INSTRUCTIONS TO FOLLOW -> Repeat the records in full. No pictures belong in the copy.

(Human pose keypoint data)
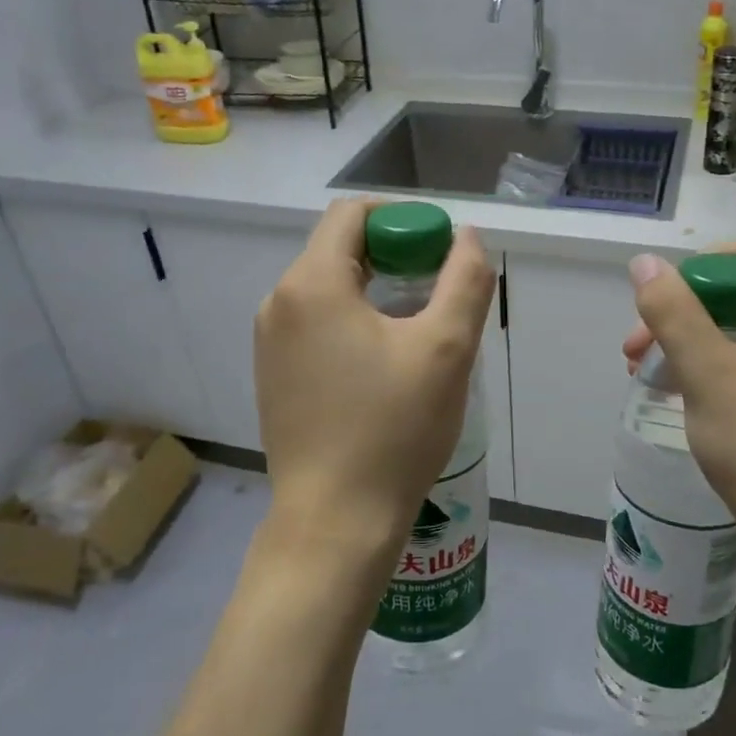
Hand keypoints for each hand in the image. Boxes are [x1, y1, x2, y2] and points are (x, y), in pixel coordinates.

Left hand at [255, 200, 495, 565]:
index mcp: (310, 284)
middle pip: (339, 248)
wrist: (335, 521)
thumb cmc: (393, 429)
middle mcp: (278, 302)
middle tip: (437, 291)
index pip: (353, 214)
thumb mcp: (446, 348)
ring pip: (328, 288)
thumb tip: (467, 238)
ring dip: (375, 290)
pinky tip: (383, 362)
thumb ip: (465, 280)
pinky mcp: (272, 374)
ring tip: (417, 329)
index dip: (402, 220)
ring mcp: (268, 341)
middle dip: (393, 255)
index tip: (439, 252)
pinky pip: (315, 323)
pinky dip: (352, 321)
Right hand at [623, 242, 735, 577]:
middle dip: (682, 314)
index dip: (695, 271)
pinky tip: (685, 397)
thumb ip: (672, 311)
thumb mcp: (706, 371)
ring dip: (691, 344)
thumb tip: (645, 261)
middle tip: (637, 351)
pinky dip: (714, 370)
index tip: (659, 308)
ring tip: (648, 376)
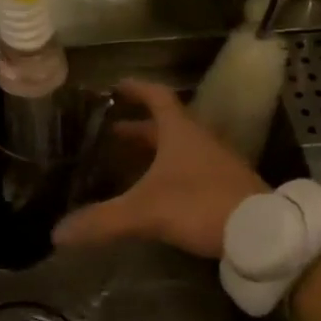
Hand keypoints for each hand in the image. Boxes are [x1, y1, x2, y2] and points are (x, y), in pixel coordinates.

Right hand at [52, 80, 266, 258]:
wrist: (263, 233)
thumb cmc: (201, 205)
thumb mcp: (146, 212)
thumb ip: (102, 220)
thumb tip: (57, 233)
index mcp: (180, 132)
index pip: (157, 97)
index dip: (136, 89)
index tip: (115, 87)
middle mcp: (199, 141)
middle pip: (165, 125)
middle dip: (136, 128)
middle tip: (110, 133)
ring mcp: (216, 164)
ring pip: (178, 149)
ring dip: (153, 152)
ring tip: (126, 164)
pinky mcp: (225, 187)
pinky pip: (190, 170)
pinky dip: (168, 173)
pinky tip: (155, 193)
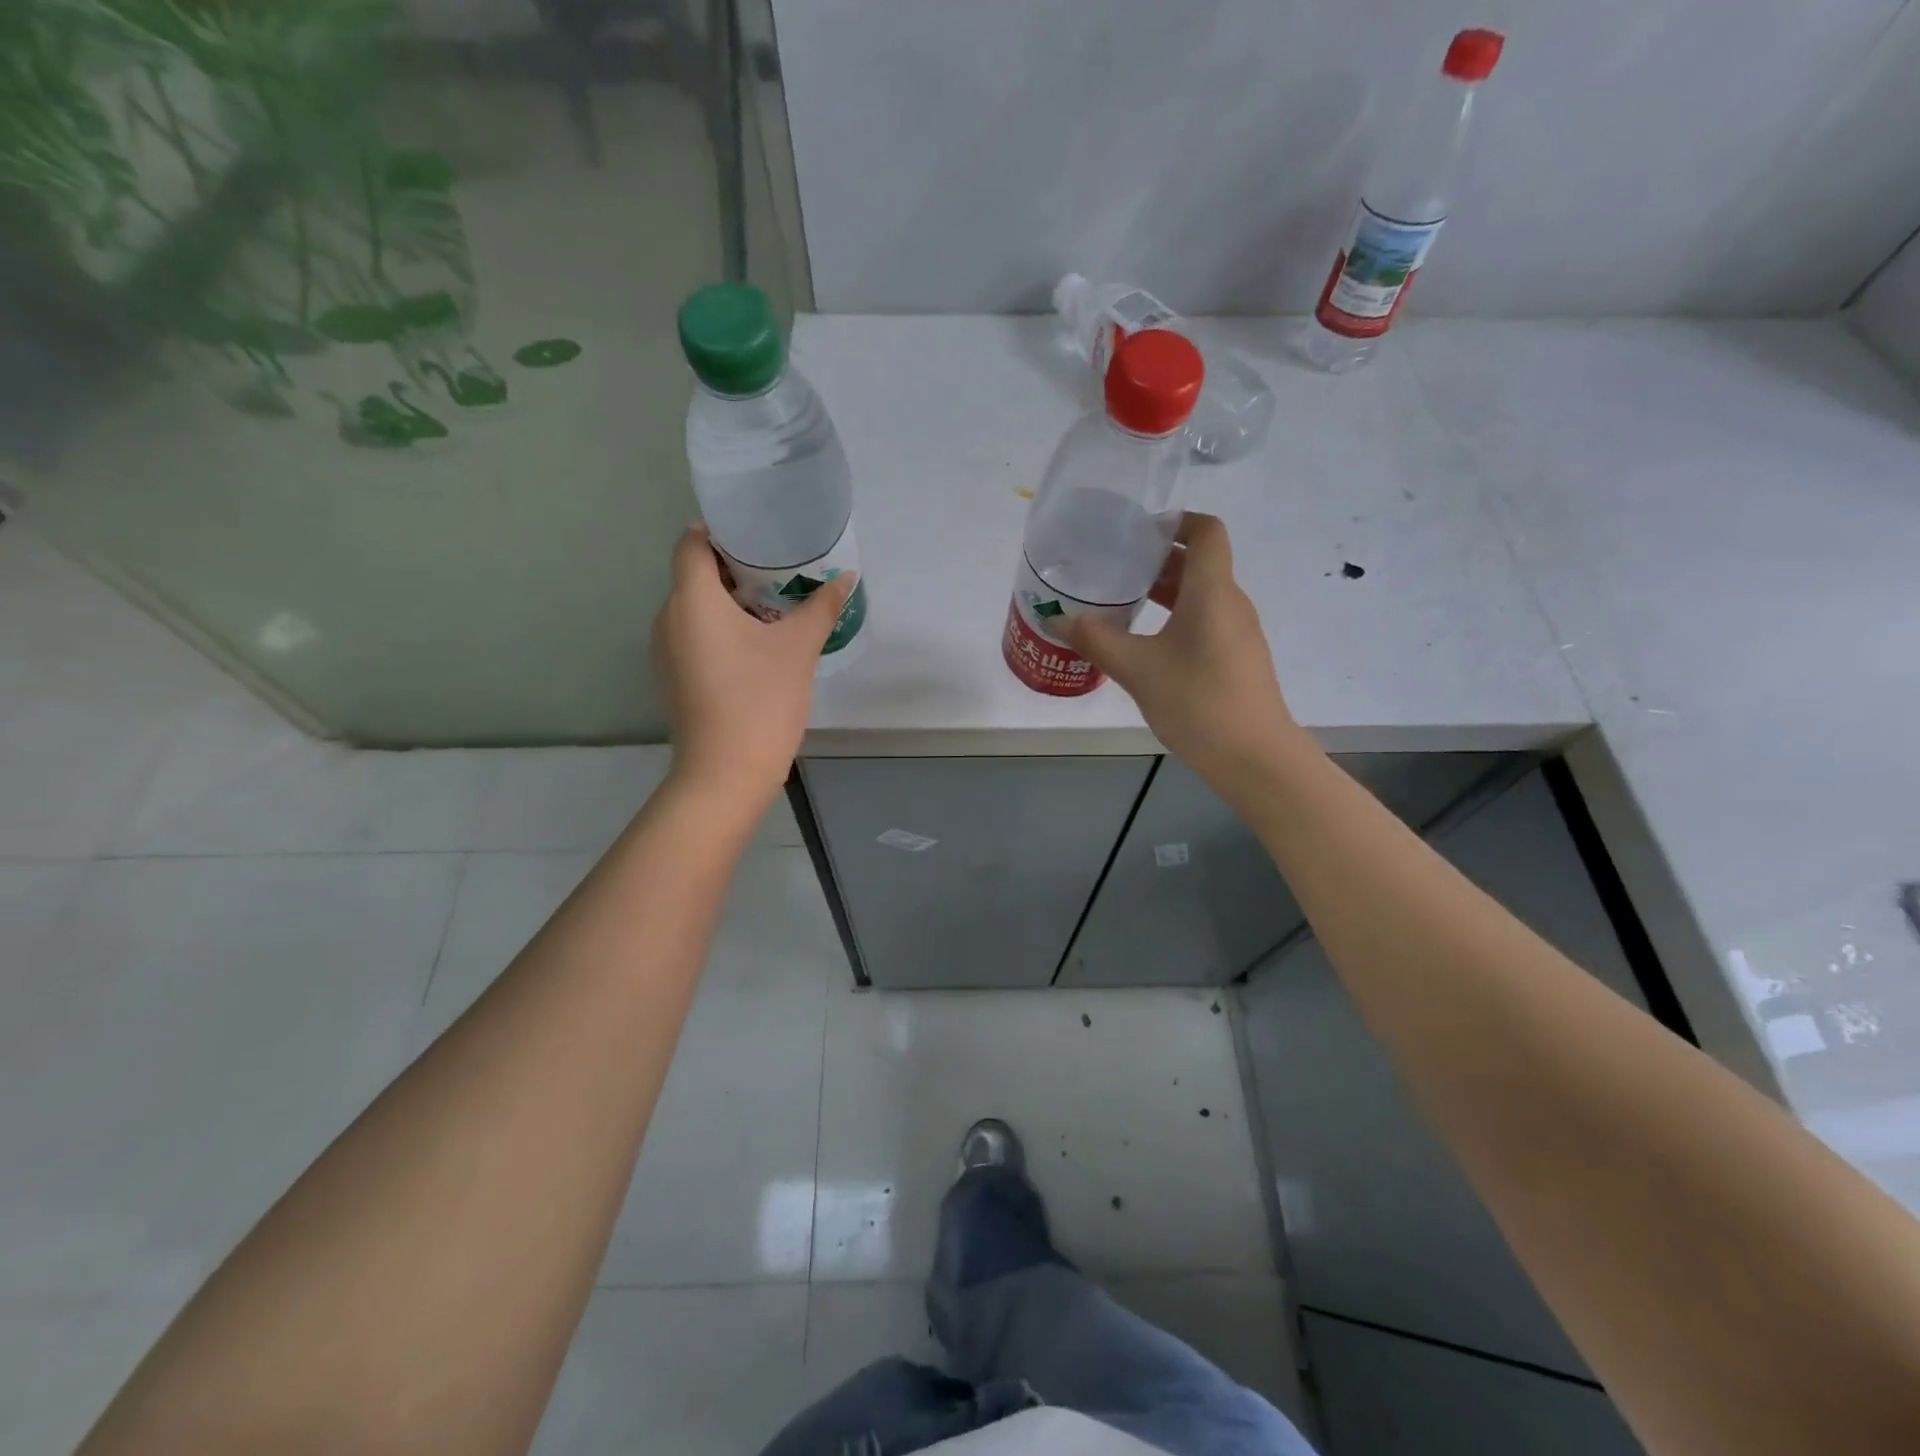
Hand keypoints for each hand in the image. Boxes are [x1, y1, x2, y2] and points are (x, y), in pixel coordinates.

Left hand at [651, 524, 855, 807]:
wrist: (725, 774)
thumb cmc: (760, 701)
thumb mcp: (798, 649)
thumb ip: (821, 607)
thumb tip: (846, 578)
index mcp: (692, 599)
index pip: (692, 542)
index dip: (721, 530)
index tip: (759, 533)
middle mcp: (668, 617)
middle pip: (694, 574)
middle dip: (734, 566)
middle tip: (780, 567)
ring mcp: (665, 651)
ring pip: (694, 607)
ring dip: (728, 600)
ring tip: (773, 604)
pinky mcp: (673, 677)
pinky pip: (693, 635)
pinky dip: (719, 628)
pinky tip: (755, 644)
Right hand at [1064, 513, 1304, 783]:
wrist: (1254, 757)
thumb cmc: (1197, 701)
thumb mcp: (1137, 669)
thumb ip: (1096, 640)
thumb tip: (1059, 621)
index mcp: (1212, 591)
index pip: (1207, 530)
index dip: (1176, 521)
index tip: (1137, 532)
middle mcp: (1230, 603)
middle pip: (1199, 562)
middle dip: (1157, 559)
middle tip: (1114, 566)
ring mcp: (1237, 633)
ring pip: (1200, 595)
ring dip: (1164, 591)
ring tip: (1121, 601)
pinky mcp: (1235, 659)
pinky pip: (1204, 621)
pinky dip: (1174, 618)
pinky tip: (1144, 642)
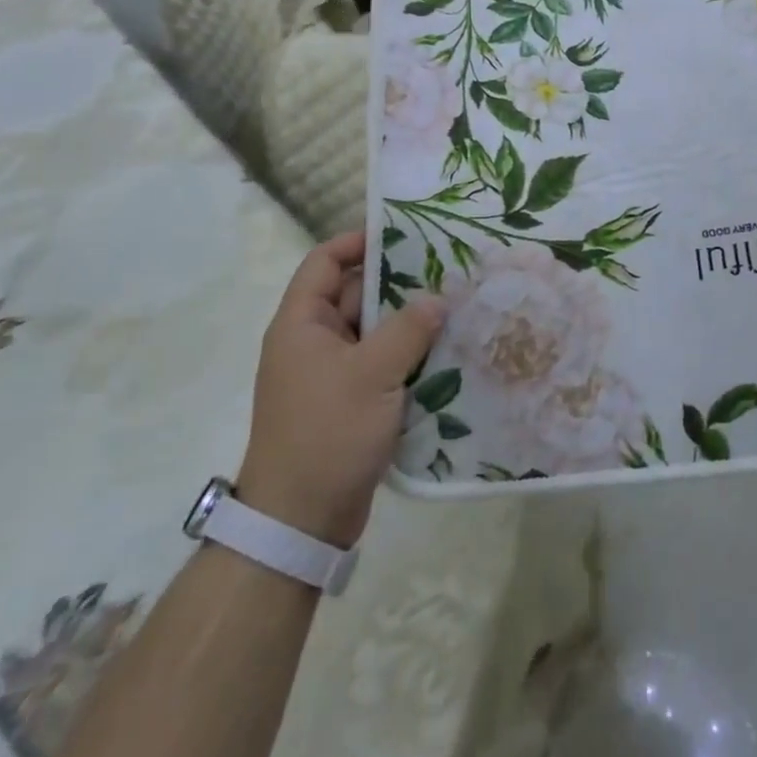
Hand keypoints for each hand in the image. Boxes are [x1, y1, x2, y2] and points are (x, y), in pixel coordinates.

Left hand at [235, 232, 443, 547]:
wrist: (300, 523)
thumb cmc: (327, 434)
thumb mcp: (372, 374)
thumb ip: (408, 329)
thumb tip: (438, 298)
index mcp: (302, 324)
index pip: (325, 262)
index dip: (358, 242)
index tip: (403, 233)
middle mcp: (313, 342)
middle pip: (356, 295)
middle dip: (399, 282)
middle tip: (448, 269)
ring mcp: (331, 374)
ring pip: (374, 331)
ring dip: (409, 322)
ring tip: (457, 305)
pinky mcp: (350, 403)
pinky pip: (381, 364)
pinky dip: (408, 356)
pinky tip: (447, 351)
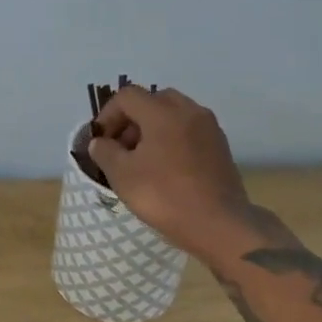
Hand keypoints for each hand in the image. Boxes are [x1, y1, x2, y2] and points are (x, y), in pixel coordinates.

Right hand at [89, 86, 259, 258]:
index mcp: (163, 112)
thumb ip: (105, 152)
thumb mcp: (122, 175)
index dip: (108, 115)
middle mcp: (189, 111)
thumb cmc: (164, 195)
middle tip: (122, 147)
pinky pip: (190, 130)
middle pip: (153, 100)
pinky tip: (166, 168)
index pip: (127, 96)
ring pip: (174, 114)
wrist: (219, 225)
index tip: (101, 141)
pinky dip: (173, 138)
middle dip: (132, 119)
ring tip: (143, 159)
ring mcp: (209, 128)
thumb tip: (100, 142)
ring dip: (153, 128)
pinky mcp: (221, 147)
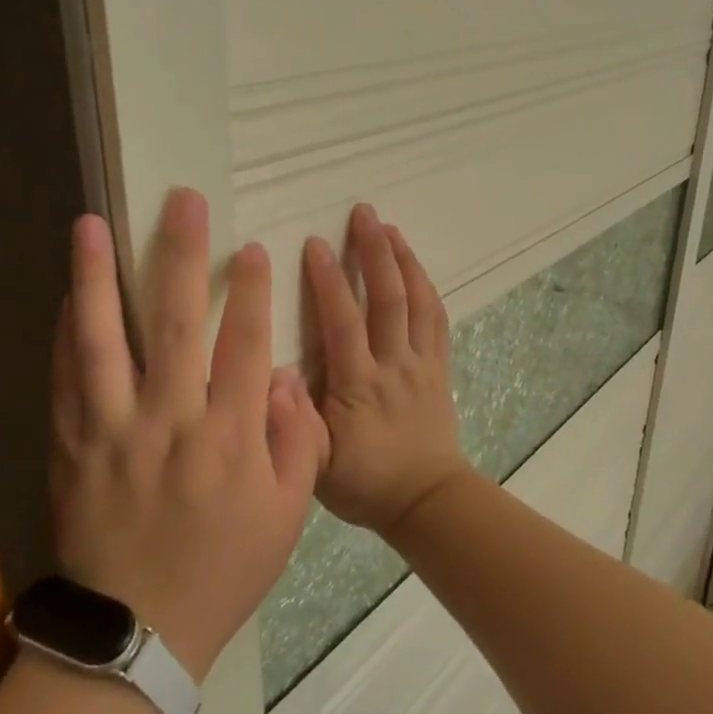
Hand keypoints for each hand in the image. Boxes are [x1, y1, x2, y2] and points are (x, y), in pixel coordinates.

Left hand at [51, 189, 328, 680]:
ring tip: (89, 224)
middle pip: (175, 323)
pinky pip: (65, 380)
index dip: (250, 291)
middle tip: (182, 202)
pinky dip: (66, 333)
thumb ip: (295, 440)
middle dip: (182, 255)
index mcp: (229, 438)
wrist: (137, 634)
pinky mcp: (72, 447)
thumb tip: (282, 376)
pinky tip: (67, 295)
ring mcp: (112, 431)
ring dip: (97, 277)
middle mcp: (169, 421)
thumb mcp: (287, 515)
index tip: (251, 249)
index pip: (243, 345)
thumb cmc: (224, 571)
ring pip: (103, 340)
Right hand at [303, 205, 469, 538]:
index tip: (313, 243)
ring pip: (417, 303)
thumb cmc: (364, 483)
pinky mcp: (439, 368)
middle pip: (386, 300)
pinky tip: (415, 266)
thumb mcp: (315, 465)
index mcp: (356, 386)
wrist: (425, 500)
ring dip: (403, 260)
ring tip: (389, 226)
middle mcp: (391, 366)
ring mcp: (421, 364)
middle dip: (372, 252)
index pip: (342, 322)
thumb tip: (273, 372)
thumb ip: (294, 421)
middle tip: (362, 213)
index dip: (328, 280)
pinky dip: (426, 287)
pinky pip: (437, 320)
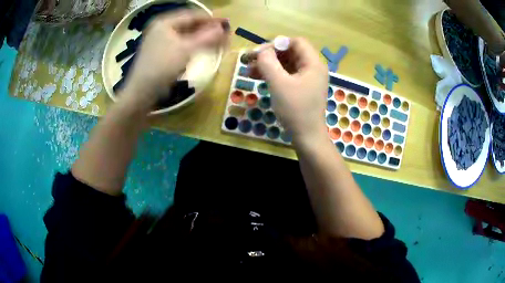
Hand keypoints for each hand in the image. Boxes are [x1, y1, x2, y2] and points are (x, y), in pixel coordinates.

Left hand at [122, 10, 228, 107]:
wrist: (141, 92)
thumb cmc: (162, 67)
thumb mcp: (186, 49)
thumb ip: (207, 37)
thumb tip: (224, 28)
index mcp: (165, 22)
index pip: (193, 15)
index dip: (211, 19)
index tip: (227, 25)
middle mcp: (162, 28)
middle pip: (189, 25)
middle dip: (207, 30)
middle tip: (223, 36)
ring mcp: (160, 40)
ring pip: (186, 35)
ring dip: (201, 39)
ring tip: (217, 44)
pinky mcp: (161, 52)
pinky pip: (181, 44)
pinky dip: (192, 46)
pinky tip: (202, 50)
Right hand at [254, 38, 327, 143]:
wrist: (306, 136)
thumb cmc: (295, 109)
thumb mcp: (279, 84)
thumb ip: (268, 63)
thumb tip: (261, 51)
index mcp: (313, 63)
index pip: (296, 42)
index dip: (277, 44)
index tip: (259, 52)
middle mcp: (313, 68)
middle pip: (290, 52)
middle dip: (269, 55)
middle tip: (249, 60)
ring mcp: (308, 78)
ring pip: (286, 64)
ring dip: (268, 65)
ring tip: (248, 71)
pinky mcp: (302, 88)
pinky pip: (286, 75)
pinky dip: (273, 74)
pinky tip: (258, 77)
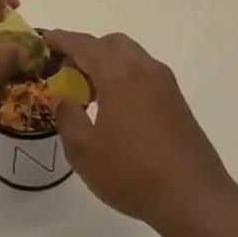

EXERCISE SOLUTION ->
Hand keypoints for each hand in the image. Boxes are [x1, y1, x2, y2] and points are (x, y), in pixel coordinates.

Left hand at [255, 200, 495, 565]:
index mcp: (310, 284)
middle pip: (339, 248)
wrist: (335, 521)
thumb cmc: (393, 429)
middle mcp: (278, 302)
middle tip: (437, 291)
index pip: (353, 214)
thumb mcp: (446, 348)
ring pip: (328, 288)
thumb tip: (467, 238)
ring dip: (375, 290)
pinky tip: (383, 362)
thumb ip: (465, 280)
pinky mcp: (272, 374)
ring tip: (417, 329)
index dip: (402, 220)
ring mcp: (268, 341)
middle dip: (393, 255)
index tip: (439, 252)
pinky pip: (315, 323)
pinky dip: (352, 321)
Right hand at [623, 242, 735, 577]:
middle dip: (682, 314)
index dip: (695, 271)
pinky tip: (685, 397)
thumb ip: (672, 311)
thumb mcp: (706, 371)
ring dip: (691, 344)
thumb tip: (645, 261)
middle tip: (637, 351)
pinky dip: (714, 370)
index tip: (659, 308)
ring tip: (648, 376)
Hand keypoints for each hand in the image. Boxes are [x1, y1, x2, y2] and points are (x, y), in pixel coordinates.

Right hand at [52, 80, 266, 258]:
wrist: (263, 233)
thumb cmc: (201, 205)
thumb mcp: (146, 212)
thumb ip: (102, 220)
thumb tip: (57, 233)
index mcp: (180, 132)
index pip: (157, 97)
index dip: (136, 89)
index tip: (115, 87)
middle mcp: (199, 141)
middle pip: (165, 125)
middle dip: (136, 128)
middle tip: (110, 133)
ring mcp: (216, 164)
ring pip: (178, 149)
ring dip: (153, 152)
ring tip: (126, 164)
pinky mcp: (225, 187)
pinky pip: (190, 170)
pinky dip: (168, 173)
pinky tip: (155, 193)
Hand keypoints for each hand in the image. Boxes are [x1, y1, x2, y2] and points are (x, y), in pixel coordinates.

Left hand at [651, 524, 855, 807]:
wrist: (725, 774)
thumb cmc: (760, 701)
thumb mcp: (798, 649)
thumb ip: (821, 607)
thumb tip: (846, 578)
index mcp: (692, 599)
index pip: (692, 542)
index dip: (721, 530)
index tip: (759, 533)
middle mcp: (668, 617)
middle pip: (694, 574)
middle dip: (734, 566)
middle tip: (780, 567)
ring mcp: (665, 651)
ring pip: (694, 607)
ring dip: (728, 600)
ring tip: (773, 604)
pinky mcp: (673, 677)
pinky pip: (693, 635)
pinky dip: (719, 628)
pinky tip: (755, 644)
Right hand at [1064, 513, 1304, 783]:
wrist: (1254, 757)
thumb cmc: (1197, 701)
thumb mcp: (1137, 669)
thumb ip: (1096, 640)
thumb tip: (1059, 621)
index mcp: (1212, 591)
index pip: (1207, 530)
index dip: (1176, 521)
index tip: (1137, 532)
middle mcp: (1230, 603)
middle pip: (1199, 562)
middle dip: (1157, 559)
middle tip: (1114, 566)
ring mcp: (1237, 633)
ring pip: (1200, 595)
ring dip: (1164, 591)
ring tip: (1121, 601)
pinky mcp: (1235, 659)
pinky pip: (1204, 621)
pinky dip: (1174, 618)
pinky tip: (1144, 642)
Hand keypoints for each hand in the image. Boxes are [x1, y1, x2, y2] and points are (x, y), in pixel coordinates.

Left hand at [235, 232, 443, 547]:
wrist: (300, 523)
thumb cmc: (327, 434)
thumb mcp: (372, 374)
thumb ip: (408, 329)
thumb tip: (438, 298)
index mcp: (302, 324)
index pip: (325, 262)
index dip: (358, 242)
index tip: (403, 233)
middle mcp: (313, 342)
middle pip: (356, 295)
middle dip: (399, 282)
middle tip: (448, 269)
ring mcp: (331, 374)
ring pip: (374, 331)
ring dip: (409, 322)
ring tip: (457, 305)
pinky mcp: (350, 403)
pinky pip: (381, 364)
pinky dip: (408, 356)
pinky tip: (447, 351)
Hand keypoints for each hand in the image. Boxes are [x1, y1, x2, y2] and points are (x, y), in pixel coordinates.

Right hand at [89, 86, 259, 258]:
index mcp: (163, 112)
thumb ip: (105, 152)
thumb mcp: (122, 175)
index dip: (108, 115)
middle mcp: (189, 111)
thumb cmc: (164, 195)
middle tip: (122, 147)
pinky pip: (190, 130)
middle pip: (153, 100)
pinky tip: (166, 168)
index pip: (127, 96)
ring pip: (174, 114)
wrist: (219, 225)
index tip: (101, 141)
pinky dip: (173, 138)
middle dip: (132, 119)
ring tip: (143, 159)
ring mcp: (209, 128)
thumb tip: (100, 142)
ring dip: (153, 128)
pinky mcp: (221, 147)
Hand keypoints for each hand in the image. Boxes are [x1, y1, x2, y2] and points are (x, y), in pixel coordinates.

Left hand at [51, 189, 328, 680]:
ring tip: (89, 224)
middle pip: (175, 323)
pinky pip: (65, 380)
index dip: (250, 291)
middle tip: (182, 202)
pinky dip: (66, 333)
thumb ip: (295, 440)
middle dip: (182, 255)
index mcp: (229, 438)
wrist: (137, 634)
pinky mcp: (72, 447)
thumb tip: (282, 376)
pinky tip: (67, 295)
ring mcp: (112, 431)
ring dip: (97, 277)
middle mcp: (169, 421)
thumb mcp: (287, 515)
index tip: (251, 249)
index pip: (243, 345)
thumb cmc: (224, 571)
ring pip: (103, 340)
Right hand at [303, 205, 469, 538]:
index tip: (313, 243)
ring pip: (417, 303)
thumb cmc: (364, 483)
pinky mcp: (439, 368)
middle pip: (386, 300)
pinky tip: (415, 266)
thumb mcp: (315, 465)
index mcp: (356, 386)
wrist: (425, 500)
ring dip: (403, 260)
ring tip: (389, 226)
middle mcp: (391, 366)
ring mcp: (421, 364)
middle dip: (372, 252)
index pip: (342, 322)
thumb tip: (273, 372)
thumb ip: (294, 421)
middle tip: (362, 213)
index dip: (328, 280)
pinky dip: (426, 287)
pinky pip: (437, 320)
Hand keypoints for each hand in the image. Boxes are [x1, y1, x2, y2] and points are (x, y), in pixel coordinates.

Left hand at [122, 10, 228, 107]:
wrist: (141, 92)
thumb cmc: (162, 67)
thumb mcp: (186, 49)
thumb ip: (207, 37)
thumb tip: (224, 28)
index mcp: (165, 22)
index pip: (193, 15)
index dip: (211, 19)
index tip: (227, 25)
middle mcp: (162, 28)
middle pip: (189, 25)
middle dip: (207, 30)
middle tip: (223, 36)
ring mcp: (160, 40)
ring pip: (186, 35)
ring dip: (201, 39)
ring tip: (217, 44)
pinky mcp: (161, 52)
pinky pip: (181, 44)
pinky dip: (192, 46)
pinky tip: (202, 50)
Right hand at [254, 38, 327, 143]:
wrist: (306, 136)
thumb cmc: (295, 109)
thumb mcp: (279, 84)
thumb ip: (268, 63)
thumb tip: (261, 51)
index mcp: (313, 63)
index pip: (296, 42)
index dip: (277, 44)
index tip: (259, 52)
middle mcp: (313, 68)
middle pip: (290, 52)
middle dip: (269, 55)
middle tip: (249, 60)
ring mcp: (308, 78)
ring pip: (286, 64)
ring dip: (268, 65)
ring tip: (248, 71)
pinky mcp: (302, 88)
pinky pip: (286, 75)
pinky dip: (273, 74)
pinky tip: (258, 77)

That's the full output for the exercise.